- [What is required]
Although pictures appear in the entries below, leave them out and print exactly the lines from the first line through the line containing "Please list the".
Data records START
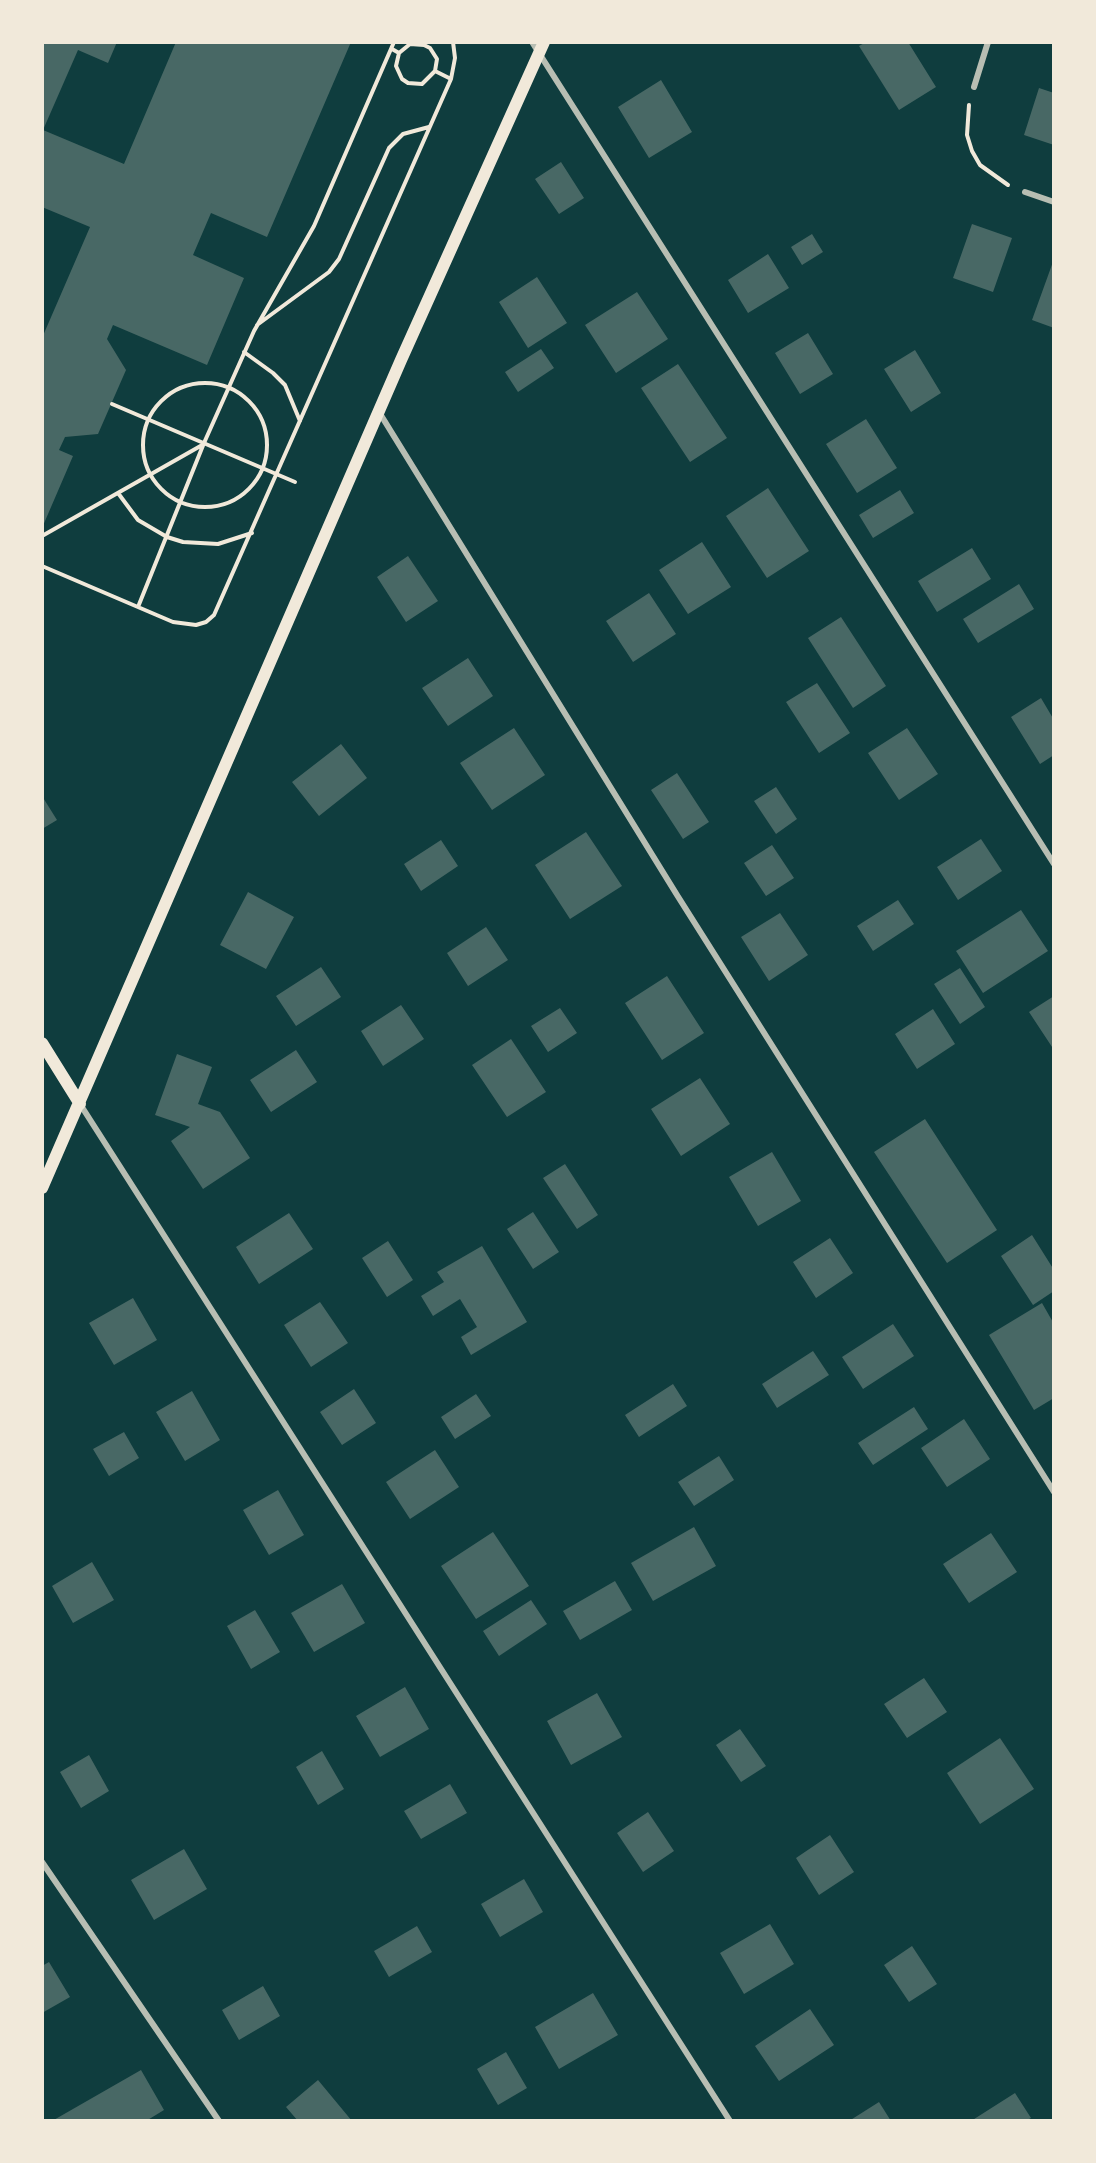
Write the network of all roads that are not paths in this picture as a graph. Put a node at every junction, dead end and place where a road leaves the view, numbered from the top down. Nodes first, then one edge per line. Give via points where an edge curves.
1 (532, 42) edge
2 (988, 42) edge
3 (542, 48) edge
4 (974, 87) road end
5 (1025, 192) road end
6 (1054, 202) edge
7 (379, 412) junction
8 (1054, 864) edge
9 (42, 1043) edge
10 (80, 1104) junction
11 (42, 1188) edge
12 (1054, 1492) edge
13 (42, 1862) edge
14 (219, 2121) edge
15 (730, 2121) edge

1 - 3 street
2 - 4 street
3 - 7 main road
3 - 8 street
5 - 6 street
7 - 10 main road
7 - 12 street via 677,895
9 - 10 main road
10 - 11 main road
10 - 15 street
13 - 14 street

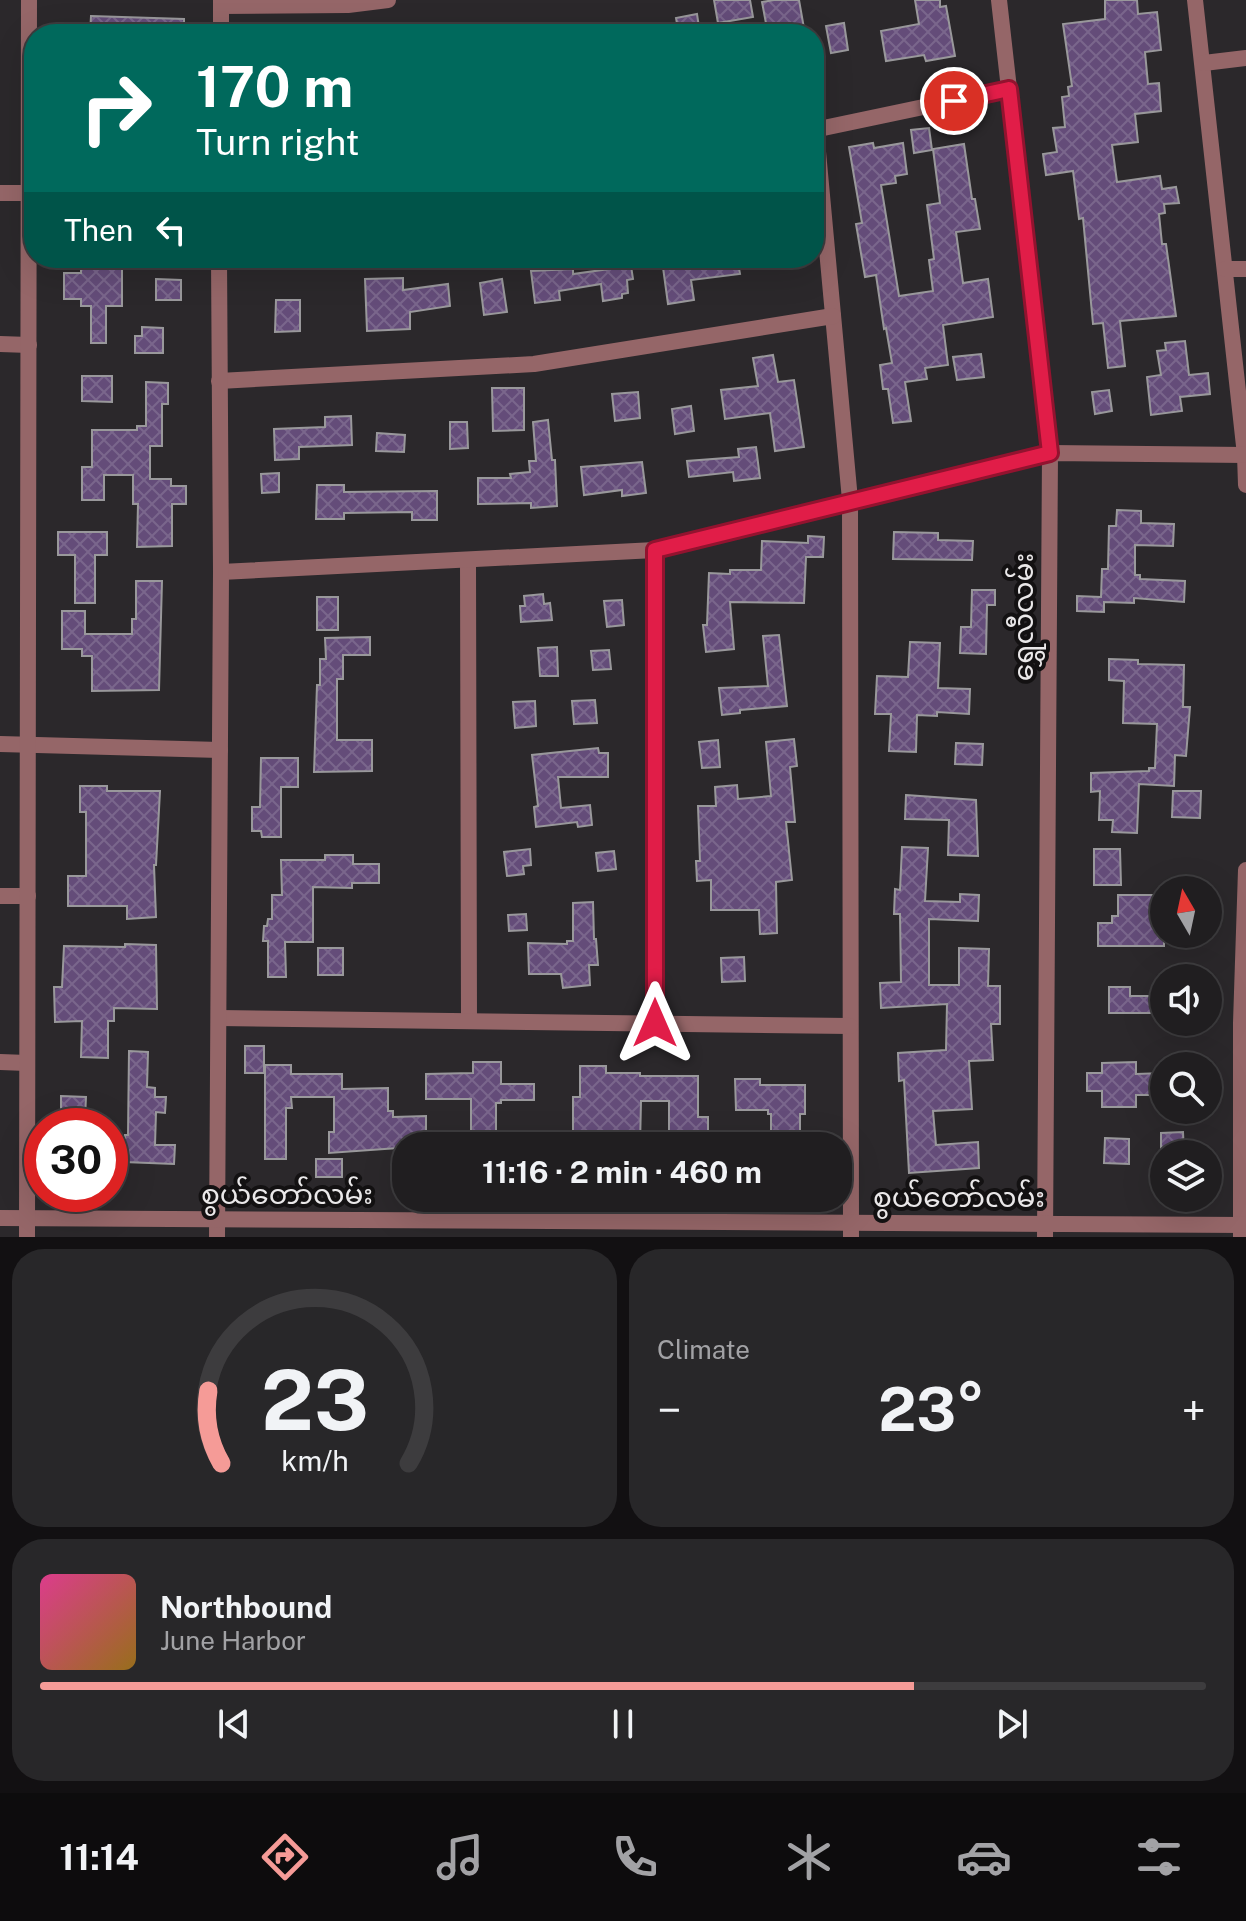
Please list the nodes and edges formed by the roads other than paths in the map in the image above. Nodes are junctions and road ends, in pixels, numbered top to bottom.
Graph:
1 (29, 0) edge
2 (388, 0) edge
3 (999, 0) edge
4 (1195, 0) edge
5 (221, 3) edge
6 (29, 24) edge
7 (221, 24) edge
8 (1246, 58) edge
9 (1204, 63) junction
10 (1009, 89) junction
11 (824, 128) edge
12 (0, 193) edge
13 (24, 193) edge
14 (824, 223) edge
15 (30, 268) edge
16 (219, 268) edge
17 (1225, 269) junction
18 (1246, 269) edge
19 (833, 316) junction
20 (0, 344) edge
21 (29, 345) junction
22 (219, 381) junction
23 (1050, 453) junction
24 (1246, 455) edge
25 (1246, 485) edge
26 (850, 500) junction
27 (655, 550) junction
28 (468, 560) junction
29 (221, 572) junction
30 (0, 744) edge
31 (28, 744) junction
32 (220, 750) junction
33 (1246, 870) edge
34 (0, 896) edge
35 (28, 896) junction
36 (219, 1018) junction
37 (469, 1021) junction
38 (655, 1023) junction
39 (1244, 1023) edge
40 (850, 1026) junction
41 (0, 1062) edge
42 (27, 1063) junction
43 (0, 1218) edge
44 (27, 1218) junction
45 (217, 1219) junction
46 (648, 1229) edge
47 (1243, 1229) edge
48 (851, 1230) edge
49 (1045, 1230) edge
50 (27, 1237) edge
51 (217, 1237) edge

1 - 6 street
2 - 5 street
3 - 10 street, ရွှေလီလမ်း
4 - 9 street
5 - 7 street
8 - 9 street
9 - 17 street
10 - 11 street
10 - 23 street, ရွှေလီလမ်း
12 - 13 street
14 - 19 street
15 - 21 street
16 - 22 street
17 - 18 street
17 - 24 street
19 - 22 street
19 - 26 street
20 - 21 street
21 - 31 street
22 - 29 street
23 - 24 street
23 - 26 street
23 - 49 street, ရွှေလီလမ်း
24 - 25 street
26 - 27 street
26 - 40 street
27 - 28 street
27 - 38 street
28 - 29 street
28 - 37 street
29 - 32 street
30 - 31 street
31 - 32 street
31 - 35 street
32 - 36 street
33 - 39 street
34 - 35 street
35 - 42 street
36 - 37 street
36 - 45 street
37 - 38 street
38 - 40 street
39 - 47 street
40 - 48 street
41 - 42 street
42 - 44 street
43 - 44 street, စွယ်တော်လမ်း
44 - 45 street, စွယ်တော်လမ်း
44 - 50 street
45 - 46 street, စွယ်တော်လမ်း
45 - 51 street
46 - 48 street, စွယ်တော်လမ်း
47 - 49 street, စွယ်တော်လမ်း
48 - 49 street, စွယ်တော်လမ်း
Data records END
- [Solution]
Write the network of all roads that are not paths in this picture as a graph. Put a node at every junction, dead end and place where a road leaves the view, numbered from the top down. Nodes first, then one edge per line. Give via points where an edge curves.
1 (532, 42) edge
2 (988, 42) edge
3 (542, 48) edge
4 (974, 87) road end
5 (1025, 192) road end
6 (1054, 202) edge
7 (379, 412) junction
8 (1054, 864) edge
9 (42, 1043) edge
10 (80, 1104) junction
11 (42, 1188) edge
12 (1054, 1492) edge
13 (42, 1862) edge
14 (219, 2121) edge
15 (730, 2121) edge

1 - 3 street
2 - 4 street
3 - 7 main road
3 - 8 street
5 - 6 street
7 - 10 main road
7 - 12 street via 677,895
9 - 10 main road
10 - 11 main road
10 - 15 street
13 - 14 street

Please list the nodes and edges formed by the roads other than paths in the map in the image above. Nodes are junctions and road ends, in pixels, numbered top to bottom.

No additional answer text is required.